Jay Johnson -- When we talk about a well-priced work of art or an antique, we usually call it "a steal." But all too often there are real-life art and antiquities stolen from people's homes, historic buildings, landmark gardens and public spaces, and auction houses.
Go to the "Articles" tab on Antiques and the Arts Online for the latest news on "Stolen Items." Once you've gone to the Articles section, scroll down the page until you get to the section on stolen goods. It's a real eye opener.
What's behind the thefts? Real estate in the U.S. used to be the darling of investors and speculators; but now the market has made in much more difficult to flip that house. I've often said that this isn't necessarily a bad thing; it's good to return our focus to a house as a place where we can live, put down roots, create a strong family history, make great memories, become active community participants, and feather a nest to express personal interests and creativity.
Decorative and fine arts, despite their up-again, down-again cycle of popularity at auction, are great investments overall. The caveat there is that bad antiquities are still bad, no matter what their age. Good investments are good pieces, well made and well designed, no matter what period they're from. With objects taking on greater investment cache in this down-market for real estate, it's little wonder that thefts of these portable assets is on the rise.
Interpol says that art theft is the world's fourth largest organized crime, just after drugs, people trafficking, and arms. In 1977, the International Foundation on Art (IFAR) set up the Art Loss Register, a computerized database of stolen art, antiques, and valuables; it's one-stop shopping for information on stolen objects. From 1991-96, there were over 80,000 objects reported to the database, and 55% were stolen from private homes (the rest: 12% from galleries, 11% from museums, 10% from churches, and almost 2% from public institutions, commercial premises, warehouses, or while the goods were in transit).
We recommend you go to the Fine Art Registry for their excellent in the article When It Comes to Buying Art and Antiques Caveat Emptor -- Let the Buyer Beware. You can't go wrong with their great suggestions, including using their registry service whenever you purchase something of value for your home, and going to the Art Loss Register whenever you have something stolen, heaven forbid. (Devil's Advocate: We spoke recently with a high-profile antiques collector, and she said that she would never use a registry for her valuables; she would not want to alert anyone to what she owned and thinks that databases could be hacked into by thieves looking for new targets to burgle. So use your best judgment when it comes to using a registry or not. Our collector friend would prefer to live in a high-security building, and if she experienced a theft, report it to the police and collect the insured value of the taken items from her insurance company.)

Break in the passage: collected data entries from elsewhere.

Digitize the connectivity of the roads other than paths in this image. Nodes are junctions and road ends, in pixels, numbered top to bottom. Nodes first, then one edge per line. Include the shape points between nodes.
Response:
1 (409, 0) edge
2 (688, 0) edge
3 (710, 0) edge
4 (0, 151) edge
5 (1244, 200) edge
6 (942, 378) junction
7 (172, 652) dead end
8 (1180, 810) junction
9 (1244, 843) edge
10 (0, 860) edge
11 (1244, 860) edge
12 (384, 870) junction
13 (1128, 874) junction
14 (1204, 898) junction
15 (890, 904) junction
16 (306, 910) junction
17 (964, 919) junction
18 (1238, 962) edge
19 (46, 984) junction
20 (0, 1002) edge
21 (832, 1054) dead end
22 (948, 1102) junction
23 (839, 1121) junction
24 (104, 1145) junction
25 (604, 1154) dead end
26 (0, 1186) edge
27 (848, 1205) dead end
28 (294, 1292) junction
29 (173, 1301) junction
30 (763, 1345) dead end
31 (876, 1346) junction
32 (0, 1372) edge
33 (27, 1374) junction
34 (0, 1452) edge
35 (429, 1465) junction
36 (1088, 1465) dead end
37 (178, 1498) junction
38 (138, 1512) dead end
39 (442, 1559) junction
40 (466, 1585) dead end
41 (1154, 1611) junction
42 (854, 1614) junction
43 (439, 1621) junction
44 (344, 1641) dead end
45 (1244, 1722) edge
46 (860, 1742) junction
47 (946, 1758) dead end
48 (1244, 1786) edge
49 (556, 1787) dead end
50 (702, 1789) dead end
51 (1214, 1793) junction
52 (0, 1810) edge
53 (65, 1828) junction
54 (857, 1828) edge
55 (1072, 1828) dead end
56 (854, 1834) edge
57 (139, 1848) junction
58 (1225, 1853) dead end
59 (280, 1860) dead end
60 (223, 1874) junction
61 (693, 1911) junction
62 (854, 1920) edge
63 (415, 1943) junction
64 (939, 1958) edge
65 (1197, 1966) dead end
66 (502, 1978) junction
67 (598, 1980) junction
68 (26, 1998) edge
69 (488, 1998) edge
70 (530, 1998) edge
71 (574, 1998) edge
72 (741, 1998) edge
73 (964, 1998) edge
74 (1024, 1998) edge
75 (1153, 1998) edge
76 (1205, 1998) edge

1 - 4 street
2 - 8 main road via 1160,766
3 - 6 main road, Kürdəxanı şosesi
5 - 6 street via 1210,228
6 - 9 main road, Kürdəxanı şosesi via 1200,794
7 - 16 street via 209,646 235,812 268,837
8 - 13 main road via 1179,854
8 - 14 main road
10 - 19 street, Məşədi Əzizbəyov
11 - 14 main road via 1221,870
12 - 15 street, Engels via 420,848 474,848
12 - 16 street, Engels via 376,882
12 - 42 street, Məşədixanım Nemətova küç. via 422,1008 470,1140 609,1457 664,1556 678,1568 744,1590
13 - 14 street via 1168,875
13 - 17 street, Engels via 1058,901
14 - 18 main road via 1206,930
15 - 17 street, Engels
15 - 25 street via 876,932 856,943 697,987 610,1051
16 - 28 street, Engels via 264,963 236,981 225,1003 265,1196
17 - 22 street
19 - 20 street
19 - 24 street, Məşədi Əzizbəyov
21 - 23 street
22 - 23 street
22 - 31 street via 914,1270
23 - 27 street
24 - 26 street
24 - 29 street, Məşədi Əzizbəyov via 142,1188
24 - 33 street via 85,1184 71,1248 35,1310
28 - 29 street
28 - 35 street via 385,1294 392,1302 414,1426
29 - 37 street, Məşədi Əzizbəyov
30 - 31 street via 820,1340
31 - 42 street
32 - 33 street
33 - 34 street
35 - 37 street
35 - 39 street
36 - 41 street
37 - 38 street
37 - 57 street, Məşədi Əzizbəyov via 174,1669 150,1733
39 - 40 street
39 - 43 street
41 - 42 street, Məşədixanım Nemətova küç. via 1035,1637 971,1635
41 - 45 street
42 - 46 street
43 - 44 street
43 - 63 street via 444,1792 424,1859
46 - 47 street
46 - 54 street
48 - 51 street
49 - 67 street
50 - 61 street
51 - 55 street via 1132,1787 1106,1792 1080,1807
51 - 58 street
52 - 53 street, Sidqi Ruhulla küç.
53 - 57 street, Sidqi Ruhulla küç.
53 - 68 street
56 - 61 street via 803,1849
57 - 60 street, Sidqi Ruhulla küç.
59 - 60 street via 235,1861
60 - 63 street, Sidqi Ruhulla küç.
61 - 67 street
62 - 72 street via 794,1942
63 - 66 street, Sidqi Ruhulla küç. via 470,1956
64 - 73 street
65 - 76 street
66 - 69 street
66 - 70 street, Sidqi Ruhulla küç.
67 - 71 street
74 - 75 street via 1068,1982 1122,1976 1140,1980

I encourage you to check out our Design2Share YouTube Design2Share video channel and our new Blinkx Design2Share video channel. We showcase over 600 videos about architecture, design, and everyday life in both of those channels. Click on the links and watch these Design2Share videos to see some art and antiques that you will NEVER find at risk for theft (yet they caught our eye nonetheless; enjoy this summer video diversion!):
- Urban 8 -- ready to steal and in plain sight on a city street, this object caught my video eye
- Stop & Go City Coke Sign -- this would be hard to steal, unless you took the entire bodega
- Fruit & Vegetable Alphabet Art -- who would dare steal from helpless elementary school kids?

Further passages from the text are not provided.